Our Colour Hunt AR filter sums up our love for colours here at Visualist. And Vivian, or Viv as she likes to introduce herself, was the one to skilfully develop it. Viv is a technical and AR artist—entirely self-taught with the help of the internet. Viv studied business, but after completing her master's degree, she got a taste for something else—she wanted to innovate. In order to do so, she knew she had to learn to code. Nowadays, you'll see Viv changing the world one code at a time. Sometimes she even creates new ones with AR filters.
At the time of writing, Viv was enjoying a 1-month holiday in Brazil but luckily for us she couldn't quite stay away from her email inbox. We speak to Viv about her love for experimentation and the many faces of code...
Coding: the doorway to innovation
I always loved computers, but Computer Science back in the day was very male-dominated. I didn’t feel like I fit the typical male developer stereotype in order to pursue it as a university degree. It’s still a male-dominated field but the democratisation of learning through the web and coding boot camps has opened opportunities to a more diverse crowd and is bringing different profiles to the industry.
I was working in the Creative Industry before and I did a Master's Degree in Innovation in an attempt to bridge the gap and jump into tech.

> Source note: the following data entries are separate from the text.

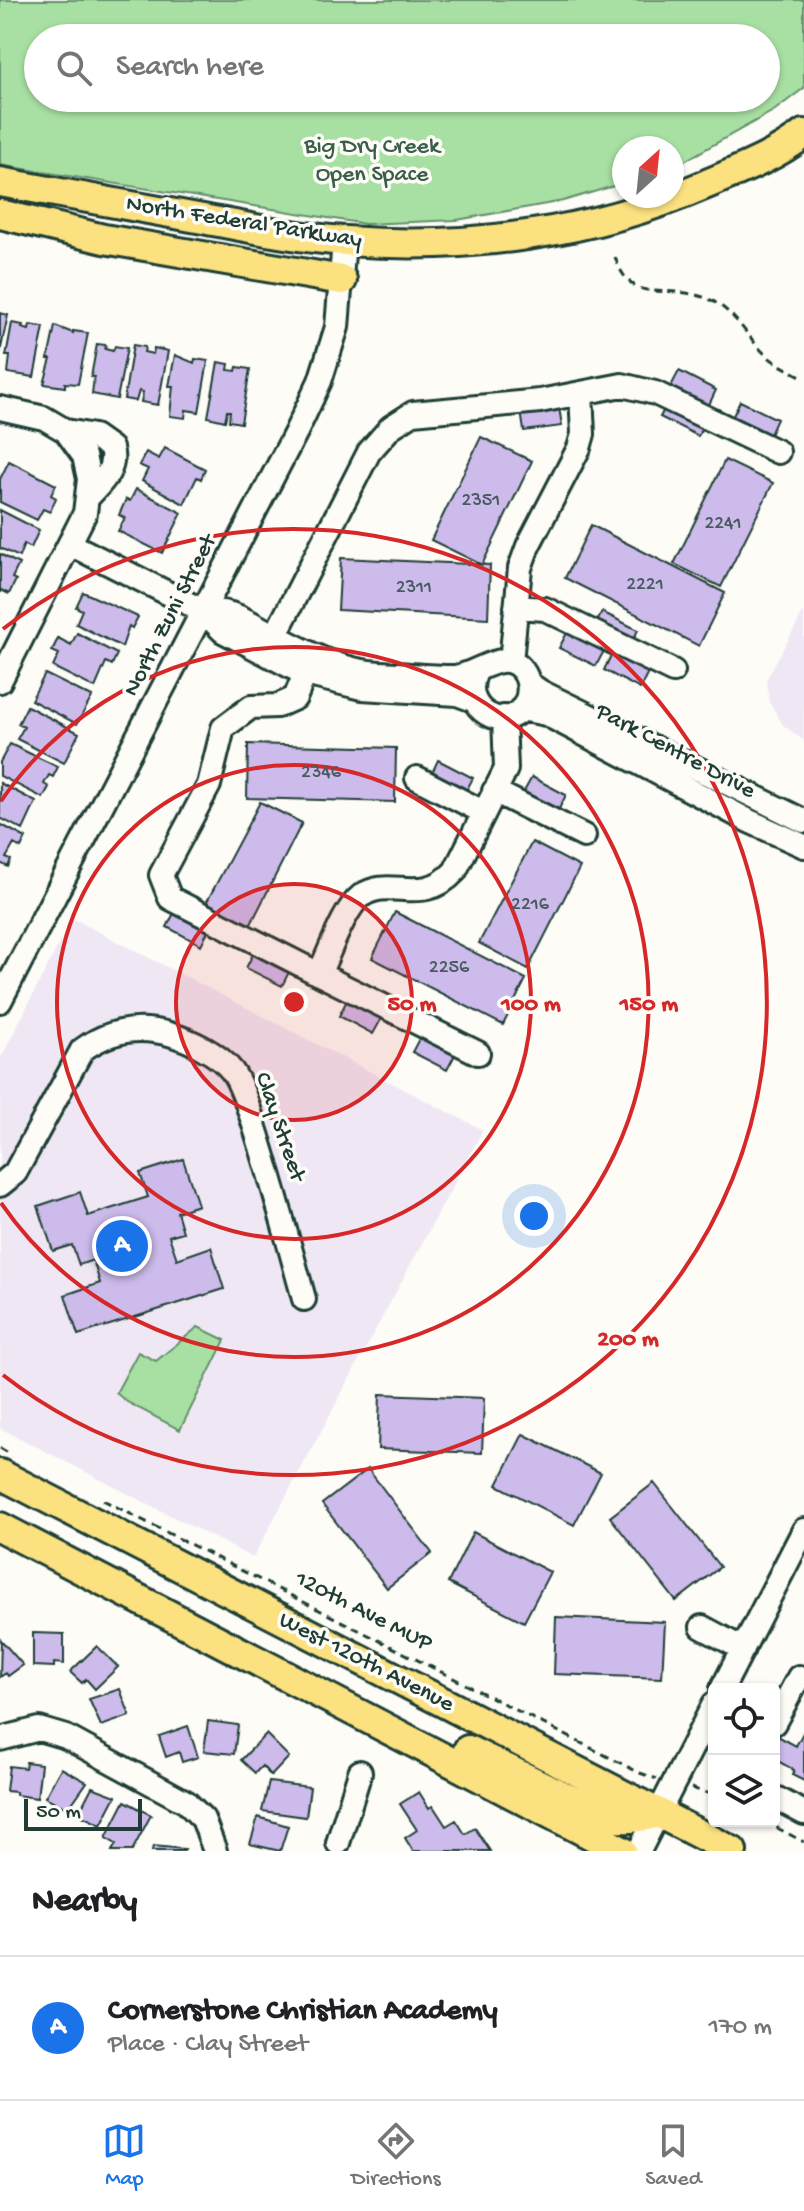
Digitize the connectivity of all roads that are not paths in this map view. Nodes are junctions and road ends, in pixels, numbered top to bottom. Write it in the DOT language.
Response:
graph roads {
  1 [pos="804,134"];
  2 [pos="804,152"];
  3 [pos="727,176"];
  4 [pos="0,182"];
  5 [pos="0,214"];
  6 [pos="344,241"];
  7 [pos="342,280"];
  8 [pos="581,393"];
  9 [pos="0,408"];
  10 [pos="66,431"];
  11 [pos="778,452"];
  12 [pos="89,496"];
  13 [pos="70,544"];
  14 [pos="516,607"];
  15 [pos="203,611"];
  16 [pos="275,636"];
  17 [pos="511,662"];
  18 [pos="673,671"];
  19 [pos="476,672"];
  20 [pos="305,674"];
  21 [pos="0,681"];
  22 [pos="528,683"];
  23 [pos="473,700"];
  24 [pos="512,713"];
  25 [pos="417,778"];
  26 [pos="494,791"];
  27 [pos="483,812"];
  28 [pos="804,821"];
  29 [pos="584,836"];
  30 [pos="804,846"];
  31 [pos="319,974"];
  32 [pos="0,1001"];
  33 [pos="478,1053"];
  34 [pos="21,1163"];
  35 [pos="0,1175"];
  36 [pos="0,1185"];
  37 [pos="304,1299"];
  38 [pos="7,1465"];
  39 [pos="0,1527"];
  40 [pos="804,1530"];
  41 [pos="796,1566"];
  42 [pos="702,1627"];
  43 [pos="743,1649"];
  44 [pos="799,1677"];
  45 [pos="725,1683"];
  46 [pos="319,1692"];
  47 [pos="780,1712"];
  48 [pos="708,1715"];
  49 [pos="0,1739"];
  50 [pos="360,1772"];
  51 [pos="780,1800"];
  52 [pos="659,1813"];
  53 [pos="804,1813"];
  54 [pos="342,1848"];
  55 [pos="215,1851"];
  56 [pos="622,1851"];
  57 [pos="639,1851"];
  58 [pos="732,1851"];
  1 -- 3 [label="main road, North Federal Parkway"];
  2 -- 3 [label="main road"];
  3 -- 6 [label="main road, North Federal Parkway"];
  4 -- 6 [label="main road, North Federal Parkway"];
  5 -- 7 [label="main road"];
  6 -- 7 [label="street, North Zuni Street"];
  7 -- 15 [label="street, North Zuni Street"];
  8 -- 11 [label="street"];
  8 -- 14 [label="street"];
  8 -- 16 [label="street"];
  9 -- 10 [label="street"];
  10 -- 12 [label="street"];
  10 -- 12 [label="street"];
  12 -- 13 [label="street"];
  13 -- 15 [label="street"];
  13 -- 21 [label="street"];
  14 -- 17 [label="street"];
  14 -- 18 [label="street"];
  15 -- 16 [label="street"];
  15 -- 20 [label="street"];
  15 -- 32 [label="street, North Zuni Street"];
  16 -- 19 [label="street"];
  17 -- 19 [label="street"];
  17 -- 22 [label="street"];
  19 -- 23 [label="street"];
  20 -- 23 [label="street"];
  20 -- 31 [label="street"];
  22 -- 24 [label="street"];
  22 -- 28 [label="street, Park Centre Drive"];
  23 -- 24 [label="street"];
  24 -- 26 [label="street"];
  24 -- 30 [label="street, Park Centre Drive"];
  25 -- 27 [label="street"];
  26 -- 27 [label="street"];
  26 -- 29 [label="street"];
  27 -- 31 [label="street"];
  31 -- 33 [label="street"];
  34 -- 35 [label="street"];
  34 -- 36 [label="street, Clay Street"];
  34 -- 37 [label="street, Clay Street"];
  38 -- 52 [label="main road, West 120th Avenue"];
  39 -- 46 [label="main road, West 120th Avenue"];
  40 -- 41 [label="street"];
  41 -- 43 [label="street"];
  42 -- 43 [label="street"];
  43 -- 45 [label="street"];
  44 -- 47 [label="street"];
  46 -- 52 [label="main road"];
  46 -- 56 [label="main road, West 120th Avenue"];
  48 -- 52 [label="street"];
  49 -- 55 [label="street"];
  50 -- 54 [label="street"];
  51 -- 53 [label="street"];
  52 -- 57 [label="street"];
  52 -- 58 [label="main road, West 120th Avenue"];
}
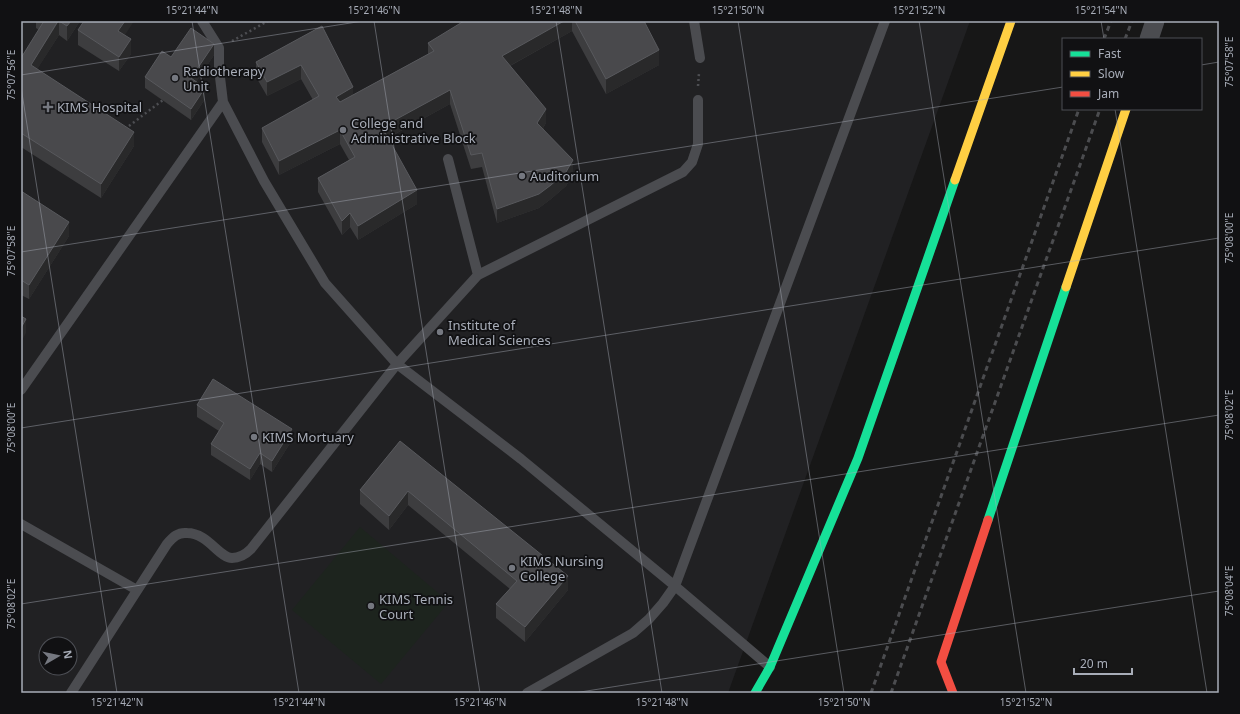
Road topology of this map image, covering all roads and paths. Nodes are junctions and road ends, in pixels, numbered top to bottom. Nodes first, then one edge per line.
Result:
1 (202, 21) edge
2 (268, 21) edge
3 (694, 21) edge
4 (885, 21) edge
5 (1011, 21) edge
6 (1155, 21) edge
7 (1149, 38) edge
8 (219, 48) junction
9 (700, 58) joint
10 (163, 100) edge
11 (698, 100) joint
12 (223, 102) junction
13 (1126, 110) edge
14 (123, 130) edge
15 (448, 159) dead end
16 (478, 275) junction
17 (397, 364) junction
18 (21, 390) edge
19 (21, 524) edge
20 (675, 586) junction
21 (137, 590) junction
22 (770, 667) junction
23 (71, 693) edge
24 (527, 693) edge
25 (755, 693) edge
26 (953, 693) edge

1 - 8 lane
2 - 8 path
3 - 9 lane
4 - 20 lane
5 - 22 street
6 - 7 street
8 - 12 lane
9 - 11 path
10 - 14 path
11 - 16 lane
12 - 17 lane
12 - 18 lane
13 - 26 street
15 - 16 lane
16 - 17 lane
17 - 20 lane
17 - 21 lane
19 - 21 lane
20 - 22 lane
20 - 24 lane
21 - 23 lane
22 - 25 street

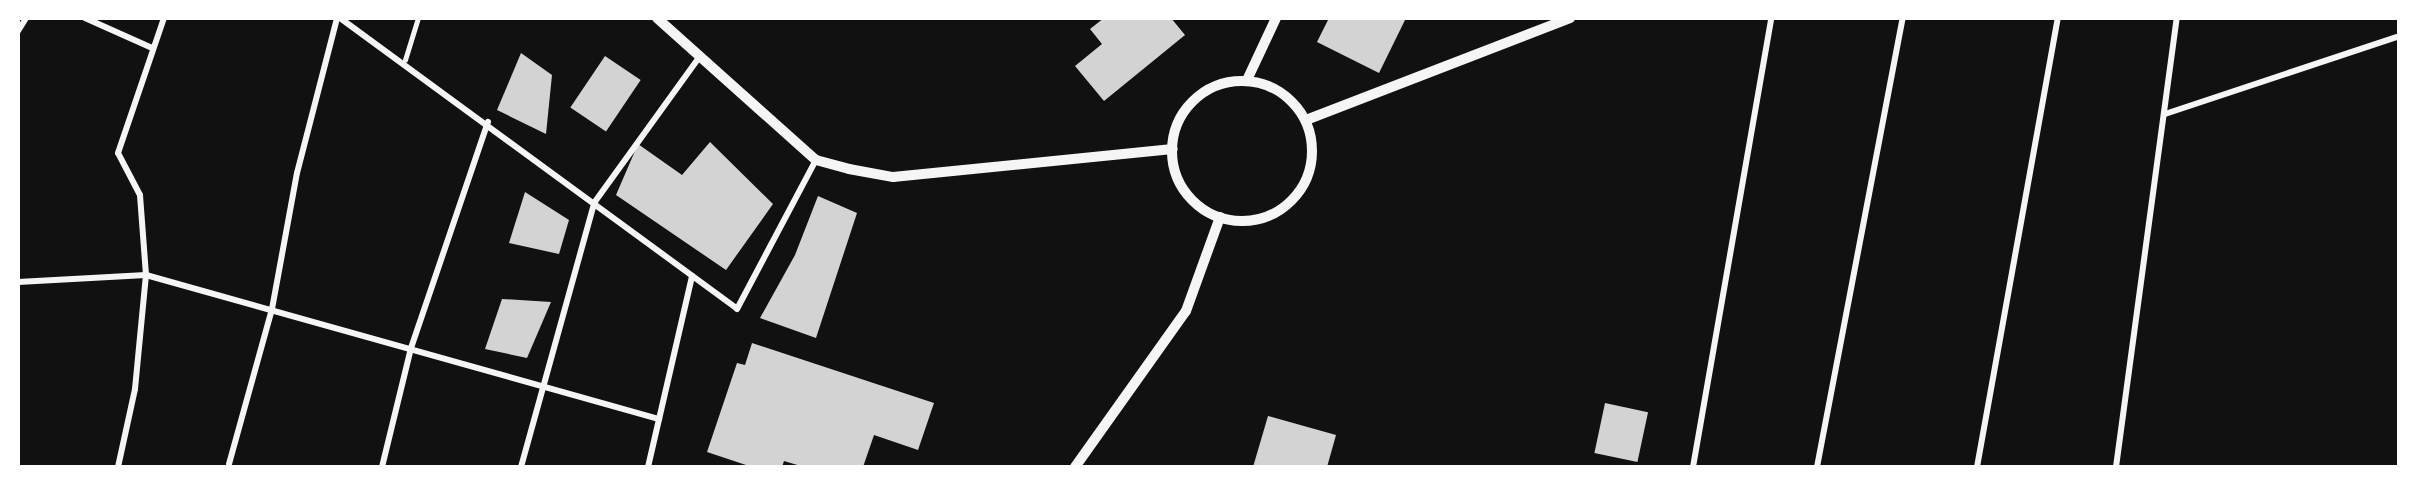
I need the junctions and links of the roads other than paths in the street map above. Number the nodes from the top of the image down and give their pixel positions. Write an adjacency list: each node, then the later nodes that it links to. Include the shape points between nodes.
1 (26, 18): 13 (street)
2 (86, 18): 15 (street)
3 (164, 18): 15 (street)
4 (339, 18): 17 (street); 29 (street, via 297,174)
5 (418, 18): 17 (lane)
6 (657, 18): 16 (street)
7 (1276, 18): 18 (street)
8 (1570, 18): 20 (street)
9 (1771, 18): 39 (street)
10 (1903, 18): 40 (street)
11 (2058, 18): 41 (street)
12 (2177, 18): 19 (street)
13 (18, 31)
14 (2399, 36): 19 (street)
15 (152, 48): 26 (street, via 118,153 140,195)
16 (698, 59): 23 (street); 24 (street)
17 (405, 60): 21 (street)
18 (1247, 80): 20 (street, via 1271,86 1292,100); 22 (street, via 1222,83 1201,94 1181,115)
19 (2165, 114): 42 (street)
20 (1306, 120): 25 (street, via 1313,143 1309,175 1297,196 1259,219)
21 (488, 123): 24 (street); 30 (street)
22 (1173, 149): 23 (street, via 893,177); 25 (street, via 1181,187)
23 (816, 160): 27 (street, via 737,309)
24 (594, 202): 27 (street); 31 (street)
25 (1220, 217): 38 (street, via 1186,311)
26 (146, 274): 28 (street); 29 (street); 34 (street, via 135,389)
27 (692, 276): 32 (street)
28 (18, 282)
29 (272, 309): 30 (street); 33 (street)
30 (411, 348): 31 (street); 35 (street)
31 (544, 386): 32 (street); 36 (street)
32 (659, 419): 37 (street)
33 (229, 464)
34 (118, 467)
35 (382, 467)
36 (521, 467)
37 (648, 467)
38 (1075, 467)
39 (1693, 467)
40 (1817, 467)
41 (1977, 467)
42 (2116, 467)

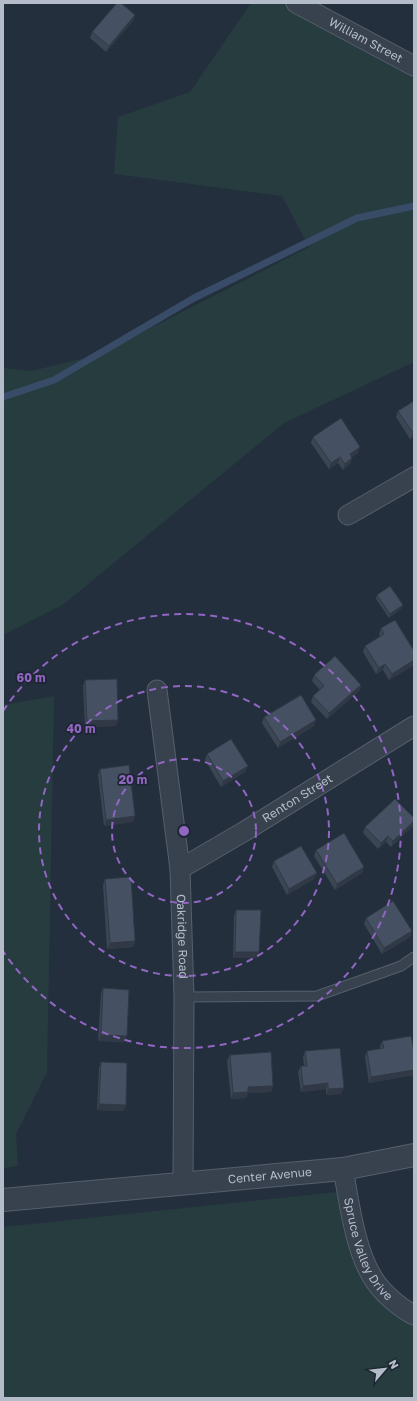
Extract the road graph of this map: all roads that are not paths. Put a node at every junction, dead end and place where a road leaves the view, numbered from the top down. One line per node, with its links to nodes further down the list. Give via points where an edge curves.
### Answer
1 (296, 3): 2 (street, William Street)
2 (414, 66)
3 (414, 477): 4 (street)
4 (348, 516)
5 (157, 690): 7 (street, Oakridge Road)
6 (414, 726): 7 (street, Renton Street)
7 (180, 869): 9 (street, Oakridge Road)
8 (414, 957): 9 (lane, via 401,966 317,996)
9 (184, 997): 12 (street, Oakridge Road)
10 (414, 1155): 11 (street, Center Avenue)
11 (343, 1169): 12 (street, Center Avenue); 14 (street, Spruce Valley Drive, via 359,1248 373,1279 390,1298)
12 (183, 1183): 13 (street, Center Avenue)
13 (3, 1200)
14 (414, 1315)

Soon after graduation, I realised that in order to innovate, I had to code. And so, I fully committed myself to learning code on the internet. I definitely don't regret my decision!
My first AR filter was inspired by Tracey Emin's neon artwork—it had a couple of her neon writings on the screen that the user could tap and choose to feature themselves with. I still love the concept but funnily enough, it violated Spark AR’s static text policy at that time, so it was never published. Unfortunately, it was very short-lived.
Inspiration = experimentation + information
When I’m making something new, I usually explore all the possibilities within a feature or a capability and combine that with other experiments I have done in the past. Sometimes I draw inspiration from things I see on the internet but, more often than not, I draw my creative inspiration from experimentation and following my intuition.
I also try and keep up to date with new technological releases—more feature releases mean more opportunities to create. I like being part of the Spark AR community and other creative tech communities to see what’s being made.
Best of Instagram
I only post on Instagram when I have something new to show—a filter or a project. But of course, I love the AR filters. Instagram has also recently announced the integration of NFTs into the platform in the near future and I think that will be cool. I wish I was more active on other social media platforms, like Twitter for example. But I think I'd struggle to maintain the same virtual presence that I have on Instagram.
If it's not Instagram, it's...
YouTube. It suits me as a constant learner. I can save playlists and watch them offline. It's handy when I'm on the move.
Spark AR has over 110K creators and it’s amazing that the male and female ratio is 50/50, especially considering how male-dominated the tech sector is. I don’t feel so alone there. In fact, it gives me hope for the future. It’s important to cater to diversity to continue producing great creative work.
Know your worth
When I was starting out, I asked for a lot of advice on the freelance process and how to set my rates. One piece of advice that stuck out: do not undercharge nor undersell yourself. But it was only through trial and error that I was able to stick with it. Nowadays I know my worth and can say "No" to projects that do not match my values.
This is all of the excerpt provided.